It is common practice in the group-based approach to assign individuals to the most likely trajectory, given the observed sequence of offenses in that individual’s criminal history. This method treats all the trajectories in a given set as being the sameFootnote 4 [2, 68, 113]. Consequently, variation in the trajectories being studied is modeled as being entirely due to membership in the classes [58]. The strategy groups together subjects whose sequences of criminal events are fairly similar, and places in separate groups subjects whose sequences are dissimilar. Models of this sort can be estimated in Stata (Partha Deb’s fmm routine and Bobby Jones’s traj), SAS’s PROC TRAJ [55], Latent Gold [118], MPlus [71, 72], and R [11, 62] In Stata’s fmm routine, the researcher proceeds by estimating a model on the assumption that there are two discrete groups, then three, then four, and so forth. Fit statistics, including the Akaike Information Criterion (AIC) and Bayesian Information Criterion (BIC), are used, along with several other criteria, to determine the number of groups that provide an optimum fit to the observed sequences of offenses in the sampleFootnote 5 [74, 75, 87]. Researchers studying criminal careers in this way commonly conclude that optimal fits can be obtained with three to seven groups [27, 29, 30, 54, 64, 84, 95, 112].

Statisticians, including the developers of the finite mixture modeling approach, have noted a limitation of the method: it does not test the assumption that the distribution being modeled consists of a discrete number of groups. When a finite mixture model is estimated, the estimation procedure fits the data on the assumption that the assumed number of groups is correct. It will fit the data as closely as possible whether or not the distribution being fit actually consists of discrete groups [18, 19, 75, 76, 110]. That this is so raises a legitimate concern that if a distribution does not actually contain discrete groups, the algorithms used in finite mixture modeling could, nevertheless, specify an optimal number of discrete groups that is larger than 1.

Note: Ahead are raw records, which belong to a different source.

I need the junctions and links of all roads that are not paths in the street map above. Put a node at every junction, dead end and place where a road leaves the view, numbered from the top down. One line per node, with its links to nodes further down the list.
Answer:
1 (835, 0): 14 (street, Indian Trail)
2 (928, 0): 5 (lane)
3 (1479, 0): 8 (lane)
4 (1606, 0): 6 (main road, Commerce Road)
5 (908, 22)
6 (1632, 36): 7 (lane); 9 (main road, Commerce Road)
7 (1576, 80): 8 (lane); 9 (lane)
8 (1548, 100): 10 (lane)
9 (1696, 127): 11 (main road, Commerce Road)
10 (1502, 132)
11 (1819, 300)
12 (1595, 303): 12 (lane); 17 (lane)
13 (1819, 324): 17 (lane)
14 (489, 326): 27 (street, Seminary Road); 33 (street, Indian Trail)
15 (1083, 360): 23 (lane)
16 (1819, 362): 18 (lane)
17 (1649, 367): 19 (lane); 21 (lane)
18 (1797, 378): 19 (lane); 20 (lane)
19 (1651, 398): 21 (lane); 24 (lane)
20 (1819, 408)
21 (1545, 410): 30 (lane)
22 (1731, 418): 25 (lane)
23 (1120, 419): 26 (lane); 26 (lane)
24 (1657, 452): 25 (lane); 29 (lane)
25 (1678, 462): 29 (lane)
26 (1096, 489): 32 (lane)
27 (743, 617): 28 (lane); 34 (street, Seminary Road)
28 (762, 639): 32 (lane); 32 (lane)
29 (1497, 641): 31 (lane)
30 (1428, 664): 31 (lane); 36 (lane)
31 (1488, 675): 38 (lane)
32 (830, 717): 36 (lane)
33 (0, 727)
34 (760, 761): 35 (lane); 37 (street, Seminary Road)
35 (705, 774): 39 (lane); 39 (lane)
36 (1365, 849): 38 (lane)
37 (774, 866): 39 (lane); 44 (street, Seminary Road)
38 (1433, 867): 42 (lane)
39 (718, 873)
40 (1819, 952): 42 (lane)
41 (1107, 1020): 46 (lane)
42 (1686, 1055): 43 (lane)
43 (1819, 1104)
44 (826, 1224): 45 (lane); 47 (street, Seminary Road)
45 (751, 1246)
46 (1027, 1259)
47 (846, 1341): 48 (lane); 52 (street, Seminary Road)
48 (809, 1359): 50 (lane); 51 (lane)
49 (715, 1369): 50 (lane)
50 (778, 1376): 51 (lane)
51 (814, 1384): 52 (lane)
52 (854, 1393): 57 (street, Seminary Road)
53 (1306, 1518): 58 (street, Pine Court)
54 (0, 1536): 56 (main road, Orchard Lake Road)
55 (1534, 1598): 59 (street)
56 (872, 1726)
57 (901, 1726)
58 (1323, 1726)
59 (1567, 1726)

Whether the over-extraction of groups is a problem depends on the purpose of the analysis. If the empirical distribution of events under study consists of a mixture of a finite number of discrete groups, and one of the purposes of the analysis is to determine how many groups are present, then one will want to determine this number accurately. If the distribution is actually continuous, with no sharply demarcated groups, and one wants to know this, then the failure of the method to determine this will be equally troubling. There are other purposes, however, where the finite mixture modeling may be perfectly satisfactory even if it does not perfectly capture all of the features of the underlying distribution of trajectories. This paper is primarily concerned with analyses in which the researcher wants to know the shape of the true underlying distribution—in particular, whether it is continuous or discrete. Toward the end, the paper will also offer some brief remarks about analyses where this is not the goal.

A modest number of studies have examined the ability of finite mixture modeling to capture the features of known artificial data sets, or to compare it with multilevel modeling [18, 20, 21, 63, 73, 107, 110, 117]. To date, however, only a limited range of data patterns have been examined. Though there are particular circumstances where each of the two methods outperforms the other, in many circumstances encountered in research, the multilevel approach outperforms the group-based approach, even in the presence of moderate departures from normality [110].

Further simulations carried out by Warren et al. [121] add to concerns about the group-based approach. Comparing six different implementations of the basic idea, these authors found that they did not agree on the optimum number of groups to include in a model, and could not be counted on to identify the correct number. They could not reliably predict the group to which a subject belonged, or the proportion of subjects associated with a given trajectory, or the qualitative features of the trajectories estimated. As the authors point out, these simulations were carried out on ideal data sets, with no missing values and no sample attrition. In less than ideal circumstances, they observe, performance might be worse. Other researchers have found the optimal number of groups and the assignment of individuals to groups to depend on the length of the follow-up [28].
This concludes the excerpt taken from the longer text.